2. A method for satellite-ground collaborative anti-jamming based on integrated intelligent cognition of common sense, applied to the satellite-ground collaborative anti-jamming system of claim 1, wherein the satellite-ground collaborative anti-jamming system comprises a satellite-borne communication device module and a satellite ground station module, characterized in that, Comprising the following steps: The preset periodic task comprises, in time sequence, a perception periodic task, a synchronization periodic task and a communication periodic task, and the periodic tasks are executed simultaneously on the satellite communication device and the satellite ground station; The perception periodic task: the satellite communication device collects electromagnetic environment signals and obtains an anti-interference strategy based on the electromagnetic environment signals; The synchronization periodic task: the satellite communication device transmits the anti-interference strategy to the satellite ground station, and the satellite ground station updates the anti-interference strategy; The communication periodic task: the satellite ground station transmits data information to the satellite communication device using the anti-interference strategy, and the satellite communication device demodulates to obtain the data information.
3. The method of claim 2, wherein the method is characterized by, The step of obtaining the anti-interference strategy based on the electromagnetic environment signals comprises: Obtaining the signal-to-interference ratio and the results of electromagnetic interference based on the electromagnetic environment signals through energy detection; Obtaining the interference type and the interference parameters based on the electromagnetic environment signals and the results of electromagnetic interference; Obtaining the anti-interference strategy based on the interference type, the signal-to-interference ratio and the interference parameters through deep reinforcement learning DQN.
4. The method of claim 3, wherein the method further comprises: The step of obtaining the results of the signal-to-noise ratio and the electromagnetic interference based on the electromagnetic environment signal through the energy method specifically includes: a first threshold range and a signal power are preset; an interference power is obtained based on the electromagnetic environment signal through the energy method, and a noise power is obtained based on the electromagnetic environment signal through collection; a signal-to-noise ratio is obtained based on the signal power, the interference power and the noise power, and the expression is: wherein Ps is the signal power, PJ is the interference power, and PN is the noise power; a result of electromagnetic interference is obtained by comparing the signal-to-noise ratio with the first threshold range.
5. The method of claim 3, wherein the method further comprises: The step of obtaining the interference type and the interference parameter based on the electromagnetic environment signal and the result of the electromagnetic interference specifically includes: if the result of the electromagnetic interference is that there is interference, the interference type is obtained based on the electromagnetic environment signal through an interference identification module of the satellite communication device, and the interference parameter is obtained based on the electromagnetic environment signal through an interference parameter estimation module of the satellite communication device.

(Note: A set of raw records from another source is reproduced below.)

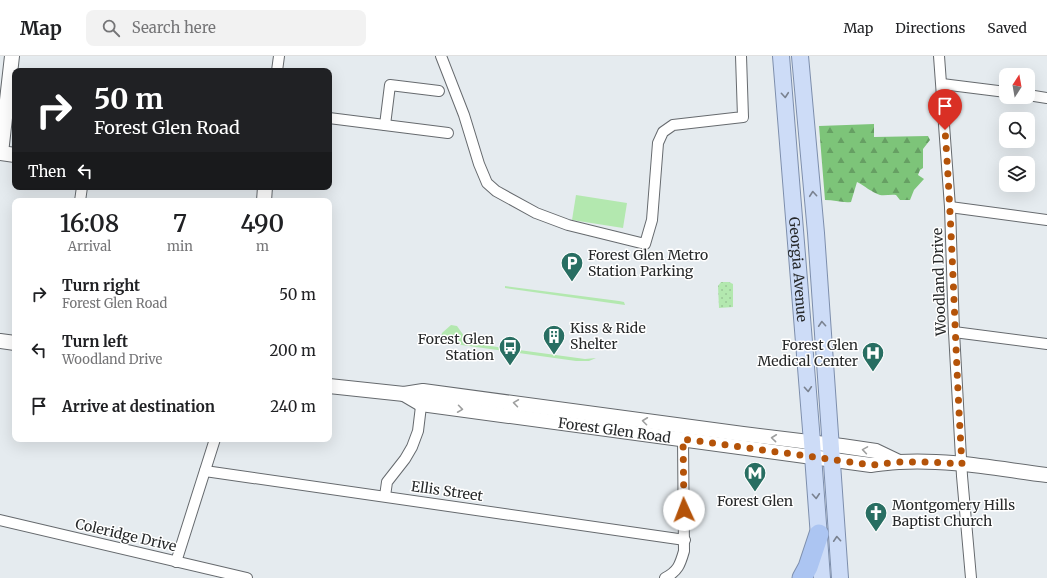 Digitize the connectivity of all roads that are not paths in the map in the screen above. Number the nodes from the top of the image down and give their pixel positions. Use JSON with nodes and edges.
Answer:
{"nodes":[{"id":1,"x":12,"y":56,"type":"edge"},
{"id":2,"x":280,"y":56,"type":"edge"},
{"id":3,"x":441,"y":56,"type":"edge"},
{"id":4,"x":741,"y":56,"type":"edge"},
{"id":5,"x":781,"y":56,"type":"edge"},
{"id":6,"x":800,"y":56,"type":"edge"},
{"id":7,"x":939,"y":56,"type":"edge"},
{"id":8,"x":278,"y":68,"type":"edge"},
{"id":9,"x":942,"y":84,"type":"junction"},
{"id":10,"x":999,"y":91,"type":"edge"},
{"id":11,"x":439,"y":92,"type":"dead end"},
{"id":12,"x":1035,"y":96,"type":"edge"},
{"id":13,"x":1047,"y":98,"type":"edge"},
{"id":14,"x":332,"y":118,"type":"edge"},
{"id":15,"x":385,"y":125,"type":"junction"},
{"id":16,"x":448,"y":133,"type":"dead end"},
{"id":17,"x":0,"y":153,"type":"edge"},
{"id":18,"x":12,"y":154,"type":"edge"},
{"id":19,"x":950,"y":207,"type":"junction"},
{"id":20,"x":1047,"y":220,"type":"edge"},
{"id":21,"x":954,"y":332,"type":"junction"},
{"id":22,"x":0,"y":341,"type":"edge"},
{"id":23,"x":12,"y":343,"type":"edge"},
{"id":24,"x":1047,"y":344,"type":"edge"},
{"id":25,"x":332,"y":386,"type":"edge"},
{"id":26,"x":422,"y":397,"type":"junction"},
{"id":27,"x":683,"y":439,"type":"junction"},
{"id":28,"x":214,"y":442,"type":"edge"},
{"id":29,"x":813,"y":450,"type":"junction"},
{"id":30,"x":830,"y":452,"type":"junction"},
{"id":31,"x":962,"y":464,"type":"junction"},
{"id":32,"x":205,"y":471,"type":"junction"},
{"id":33,"x":1047,"y":475,"type":"edge"},
{"id":34,"x":385,"y":496,"type":"junction"},
{"id":35,"x":0,"y":520,"type":"edge"},
{"id":36,"x":819,"y":534,"type":"junction"},
{"id":37,"x":685,"y":540,"type":"junction"},
{"id":38,"x":176,"y":562,"type":"junction"},
{"id":39,"x":246,"y":578,"type":"edge"},
{"id":40,"x":665,"y":578,"type":"edge"},
{"id":41,"x":802,"y":578,"type":"edge"},
{"id":42,"x":822,"y":578,"type":"edge"},
{"id":43,"x":840,"y":578,"type":"edge"},
{"id":44,"x":971,"y":578,"type":"edge"}],
"edges":[{"from":1,"to":17,"type":"main road"},
{"from":2,"to":8,"type":"street"},
{"from":3,"to":4,"type":"street"},
{"from":5,"to":29,"type":"main road","name":"Georgia Avenue","one_way":true},
{"from":30,"to":6,"type":"main road","name":"Georgia Avenue","one_way":true},
{"from":7,"to":9,"type":"street","name":"Woodland Drive"},
{"from":9,"to":10,"type":"street"},
{"from":9,"to":19,"type":"street","name":"Woodland Drive"},
{"from":11,"to":15,"type":"street"},
{"from":12,"to":13,"type":"street"},
{"from":14,"to":15,"type":"street"},
{"from":15,"to":16,"type":"street"},
{"from":17,"to":18,"type":"main road"},
{"from":19,"to":20,"type":"street"},
{"from":19,"to":21,"type":"street","name":"Woodland Drive"},
{"from":21,"to":24,"type":"street"},
{"from":21,"to":31,"type":"street","name":"Woodland Drive"},
{"from":22,"to":23,"type":"main road"},
{"from":25,"to":26,"type":"main road","name":"Forest Glen Road"},
{"from":26,"to":27,"type":"main road","name":"Forest Glen Road","one_way":true},
{"from":29,"to":26,"type":"main road","name":"Forest Glen Road","one_way":true},
{"from":26,"to":34,"type":"street"},
{"from":27,"to":29,"type":"main road","name":"Forest Glen Road"},
{"from":27,"to":37,"type":"street"},
{"from":28,"to":32,"type":"street"},
{"from":29,"to":30,"type":"main road","name":"Forest Glen Road"},
{"from":29,"to":36,"type":"main road","name":"Georgia Avenue","one_way":true},
{"from":30,"to":31,"type":"main road","name":"Forest Glen Road"},
{"from":43,"to":30,"type":"main road","name":"Georgia Avenue","one_way":true},
{"from":31,"to":33,"type":"main road","name":"Forest Glen Road"},
{"from":31,"to":44,"type":"street","name":"Woodland Drive"},
{"from":32,"to":34,"type":"street","name":"Ellis Street"},
{"from":32,"to":38,"type":"street"},
{"from":34,"to":37,"type":"street","name":"Ellis Street"},
{"from":35,"to":38,"type":"street","name":"Coleridge Drive"},
{"from":36,"to":41,"type":"highway"},
{"from":36,"to":42,"type":"main road","name":"Georgia Avenue"},
{"from":37,"to":40,"type":"street"},
{"from":38,"to":39,"type":"street","name":"Coleridge Drive"}]} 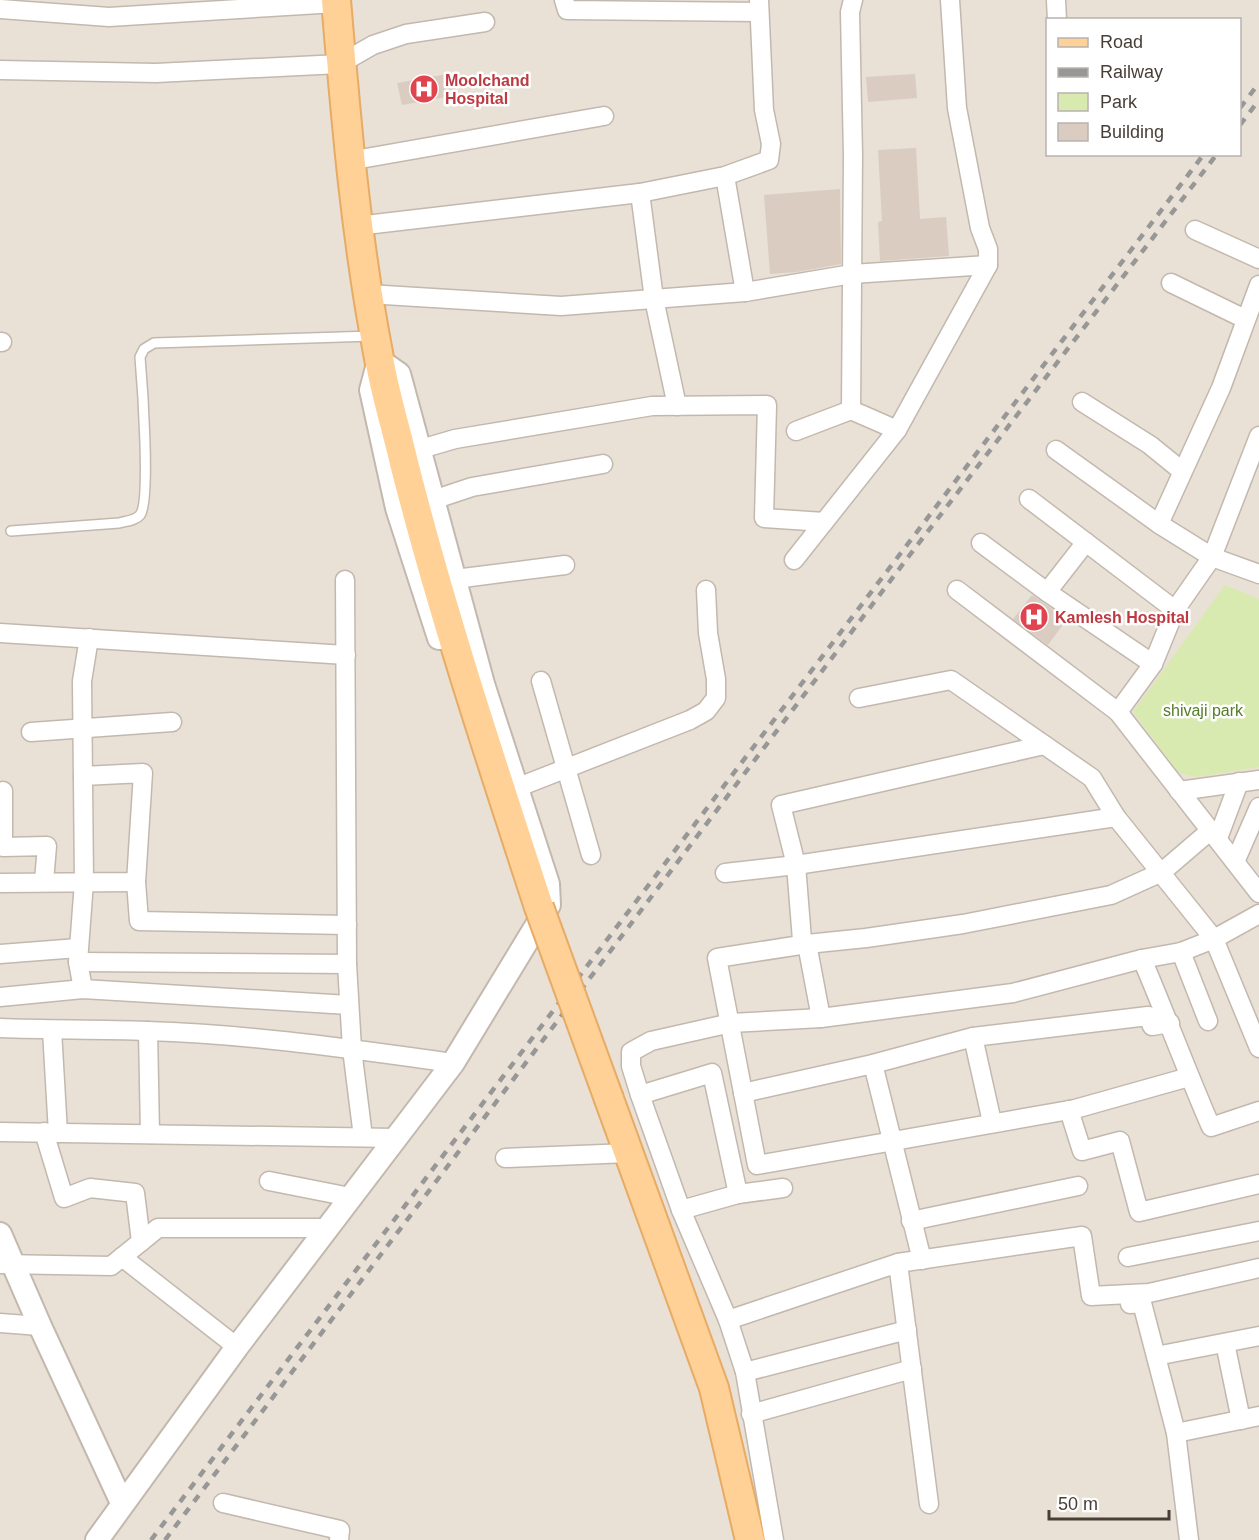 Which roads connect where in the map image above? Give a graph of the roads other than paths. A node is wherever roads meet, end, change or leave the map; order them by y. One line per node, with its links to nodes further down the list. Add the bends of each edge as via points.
1 (564, 0): 6 (street, via 567,10)
2 (853, 0): 21 (street)
3 (950, 0): 20 (street, via 957,108 988,249)
4 (1056, 0): 9 (street)
5 (336, 1): 8 (street); 11 (main road)
6 (758, 6): 15 (street, via 764,110 771,144 769,160)
7 (0, 9): 8 (street)
8 (109, 9)
9 (1057, 18)
10 (485, 22): 11 (street, via 406,34 373,45)
11 (340, 64): 12 (street, via 156,73); 14 (main road)
12 (0, 70)
13 (604, 116): 14 (street)
14 (349, 161): 17 (main road)
15 (725, 176): 16 (street); 24 (street)
16 (640, 193): 17 (street); 26 (street)
17 (357, 226): 25 (main road)
18 (1195, 230): 19 (street)
19 (1259, 259)
20 (988, 265): 21 (street); 33 (street)
21 (852, 274): 24 (street); 31 (street)
22 (1171, 283): 27 (street)
23 (1259, 285): 27 (street)
24 (745, 292): 26 (street)
25 (368, 294): 26 (street, via 561,306); 28 (main road)
26 (654, 299): 30 (street)
27 (1245, 319): 38 (street, via 1221,388)
28 (377, 348): 35 (street, via 399,374); 43 (lane, via 168,342 144,349 140,357 145,482 141,514 119,523); 87 (main road, via 439,593)
29 (1082, 402): 38 (street, via 1150,445)
30 (676, 406): 35 (street, via 652,406); 41 (street, via 767,405 764,518)
31 (851, 410): 32 (street); 33 (street)
32 (796, 430)
33 (897, 430): 41 (street)
34 (1259, 436): 46 (street)
35 (420, 449): 40 (street)
36 (1056, 450): 42 (street)
37 (603, 464): 40 (street, via 472,487)
38 (1182, 471): 42 (street)
39 (1029, 499): 44 (street)
40 (433, 500): 50 (street)
41 (825, 522): 47 (street)
42 (1159, 524): 46 (street)
43 (12, 531)
44 (1086, 542): 54 (street); 55 (street)
45 (981, 543): 54 (street)
46 (1212, 557): 49 (street); 55 (street)
47 (794, 560)
48 (565, 565): 50 (street)
49 (1259, 574)
50 (455, 579): 71 (street)
51 (345, 580): 58 (street)
52 (706, 590): 67 (street, via 708,633 717,679 716,698 706,711)
53 (957, 590): 62 (street)
54 (1047, 592): 59 (street)
55 (1175, 610): 59 (street)
56 (0, 633): 57 (street)
57 (89, 638): 58 (street); 64 (street, via 82,681)
58 (345, 656): 89 (street)
59 (1153, 664): 62 (street)
60 (542, 681): 67 (street)
61 (860, 698): 66 (street, via 951,680)
62 (1118, 712): 73 (street)
63 (172, 722): 64 (street)
64 (82, 729): 65 (street); 68 (street)
65 (31, 732)
66 (1044, 745): 75 (street, via 1092,777); 79 (street, via 781,806)
67 (565, 770): 71 (street); 77 (street)
68 (83, 776): 83 (street); 84 (street, via 143,773)
69 (1259, 780): 70 (street)
70 (1239, 782): 73 (street); 76 (street)
71 (516, 788): 87 (street, via 548,884 549,905)
72 (3, 791): 82 (street, via 3,847 47,846)
73 (1179, 791): 76 (street)
74 (1259, 807): 78 (street)
75 (1116, 818): 79 (street); 80 (street)
76 (1214, 834): 78 (street); 80 (street)
77 (591, 855)
78 (1235, 862): 86 (street)
79 (796, 865): 81 (street); 91 (street, via 802,940)
80 (1162, 872): 90 (street); 91 (street, via 1111,895 1088,900 963,924)
81 (725, 873)
82 (44, 881): 83 (street); 85 (street)
83 (84, 882): 84 (street); 94 (street)
84 (136, 882): 89 (street, via 138,921)
85 (0, 883)
86 (1259, 893)
87 (539, 913): 110 (street); 124 (main road, bridge)
88 (1259, 914): 90 (street)
89 (346, 926): 96 (street)
90 (1214, 939): 92 (street); 108 (street)
91 (807, 944): 100 (street); 102 (street, via 717,958)
92 (1181, 951): 95 (street); 101 (street)
93 (0, 954): 94 (street)
94 (78, 955): 96 (street); 97 (street)
95 (1142, 959): 100 (street, via 1013,993); 103 (street)
96 (347, 964): 99 (street)
97 (83, 989): 98 (street); 99 (street)
98 (0, 997)
99 (349, 1005): 109 (street)
100 (821, 1018): 102 (street)
101 (1208, 1021)
102 (731, 1023): 113 (street); 114 (street, via 651,1041 632,1052 631,1065)
103 (1170, 1023): 107 (street, via 1152,1026 1148,1016); 112 (street)
104 (0, 1028): 105 (street)
105 (52, 1030): 106 (street); 119 (street)
106 (148, 1031): 109 (street); 120 (street)
107 (973, 1037): 111 (street); 117 (street)
108 (1259, 1048)
109 (352, 1049): 110 (street); 121 (street)
110 (453, 1063): 122 (street)
111 (873, 1064): 113 (street); 123 (street)
112 (1189, 1077): 115 (street); 116 (street, via 1211,1127)
113 (743, 1093): 123 (street, via 757,1165)
114 (640, 1095): 130 (street, via 712,1073); 132 (street)
115 (1069, 1110): 117 (street); 127 (street, via 1082,1151 1120,1141 1139,1212)
116 (1259, 1111)
117 (992, 1122): 123 (street)
118 (0, 1132): 119 (street)
119 (51, 1132): 120 (street); 137 (street, via 64,1198 90,1188 135,1193)
120 (150, 1134): 121 (street)
121 (363, 1137): 122 (street)
122 (395, 1138): 131 (street)
123 (892, 1140): 133 (street)
124 (629, 1153): 125 (street); 164 (main road, via 714,1388)
125 (505, 1158)
126 (269, 1181): 131 (street)
127 (1259, 1184)
128 (1078, 1186): 133 (street)
129 (783, 1188): 130 (street)
130 (738, 1194): 132 (street)
131 (350, 1197): 134 (street)
132 (681, 1210): 145 (street)
133 (911, 1221): 140 (street)
134 (326, 1228): 137 (street, via 158,1228); 151 (street)
135 (1259, 1231): 139 (street)
136 (0, 1234): 142 (street)
137 (141, 1242): 138 (street)
138 (122, 1257): 142 (street, via 111,1266); 151 (street)
139 (1128, 1257)
140 (922, 1260): 141 (street); 144 (street, via 1082,1236 1091,1296)
141 (898, 1263): 145 (street); 148 (street)
142 (7, 1264): 147 (street)
143 (1259, 1268): 144 (street)
144 (1129, 1294): 152 (street, via 1130,1304 1142,1303)
145 (728, 1320): 154 (street)
146 (0, 1323): 147 (street)
147 (40, 1326): 159 (street)
148 (907, 1330): 153 (street); 154 (street)
149 (1259, 1336): 150 (street)
150 (1225, 1343): 152 (street); 157 (street)
151 (237, 1347): 159 (street)
152 (1156, 1356): 158 (street)
153 (912, 1369): 155 (street); 161 (street)
154 (745, 1372): 155 (street)
155 (751, 1414): 165 (street)
156 (1259, 1416): 157 (street)
157 (1241, 1420): 158 (street)
158 (1176, 1433): 166 (street)
159 (123, 1503): 162 (street)
160 (223, 1503): 163 (street, via 340,1530)
161 (929, 1504)
162 (97, 1540)
163 (339, 1540)
164 (750, 1540)
165 (774, 1540)
166 (1189, 1540)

6. The method of claim 3, wherein the method further comprises: The step of obtaining the anti-interference strategy based on the interference type, the signal-to-noise ratio and the interference parameter through the deep reinforcement learning DQN specifically includes: a modulation mode set, a frequency point set, an information rate set, a channel coding code rate set and a transmission power set are pre-constructed, wherein the modulation mode set includes BPSK, DSSS and FHSS; the modulation mode set, the frequency point set, the information rate set, the channel coding code rate set and the transmission power set are combined to construct an anti-interference strategy set; a modulation mode is obtained based on the signal-to-noise ratio and the interference type through a rule-based decision tree; the anti-interference strategy is obtained based on the modulation mode, the anti-interference strategy set, the interference type and the interference parameter through the deep reinforcement learning DQN.

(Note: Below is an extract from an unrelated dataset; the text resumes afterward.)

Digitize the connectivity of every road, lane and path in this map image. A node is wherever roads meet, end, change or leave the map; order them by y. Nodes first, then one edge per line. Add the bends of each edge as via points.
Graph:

7. The method of claim 6, wherein the method further comprises: The step of obtaining the anti-interference strategy based on the modulation mode, the anti-interference strategy set, the interference type and the interference parameter through the deep reinforcement learning DQN specifically includes: time sequence interference information is constructed based on the interference parameter and the interference type, and the expression is: where f j,t is the center frequency of the interference parameter, B J is the interference signal bandwidth of the interference parameter, C J is the interference type, P J is the interference power of the interference parameter; different four-dimensional tuples are constructed based on the anti-interference strategy set according to the modulation mode dimension, and the expression is: wherein P is a transmit power value of the anti-jamming strategy, f s is a frequency point value of the anti-jamming strategy, R is an information rate value of the anti-jamming strategy, and η is a channel coding code rate of the anti-jamming strategy. a signal-to-noise ratio reward value, an information rate reward value and a spectrum utilization reward value are calculated based on the four-dimensional tuples and the time sequence interference information; an adapted anti-interference strategy is obtained based on the maximum Q value of the signal-to-noise ratio reward value, the information rate reward value and the spectrum utilization reward value through the deep reinforcement learning DQN, and the expression is: wherein reward SINR , reward R , reward η are the signal-to-interference-plus-noise ratio reward value, the information rate reward value, and the spectrum utilization reward value, respectively, A t+1 is an anti-interference strategy, and θ and θ' are a policy network weight and a target network weight, respectively, a value of the policy network weight being updated to the target network weight through training of the policy network.
8. The method of claim 7, wherein the method further comprises: The step of updating the value of the policy network weight to the target network weight specifically includes: samples containing states, rewards, actions and target actions are pre-constructed; a loss function is obtained based on the samples to train a network strategy, so that the value of the policy network weight is updated to the target network weight, and the expression is: 。 9. The method of claim 7, wherein the method further comprises: The step of calculating the signal-to-noise ratio reward value, the information rate reward value and the spectrum utilization reward value based on the four-dimensional tuples and the time sequence interference information specifically includes: Preset signal power P s , first information rate R l , second information rate R m , third information rate R h , first information rate result V R,l , second information rate result V R,m , third information rate result V R,h , first spectrum utilization η l , second spectrum utilization η m , third spectrum utilization η h , first spectrum utilization result V η,l , second spectrum utilization result V η,m , third spectrum utilization result V η,h ; The signal-to-interference-and-noise ratio reward value reward SINR The information rate reward value reward R The spectrum utilization reward value reward η The calculation formula of wherein PJ is the interference power, PN is the noise power, f j,t is the center frequency of the interference parameter.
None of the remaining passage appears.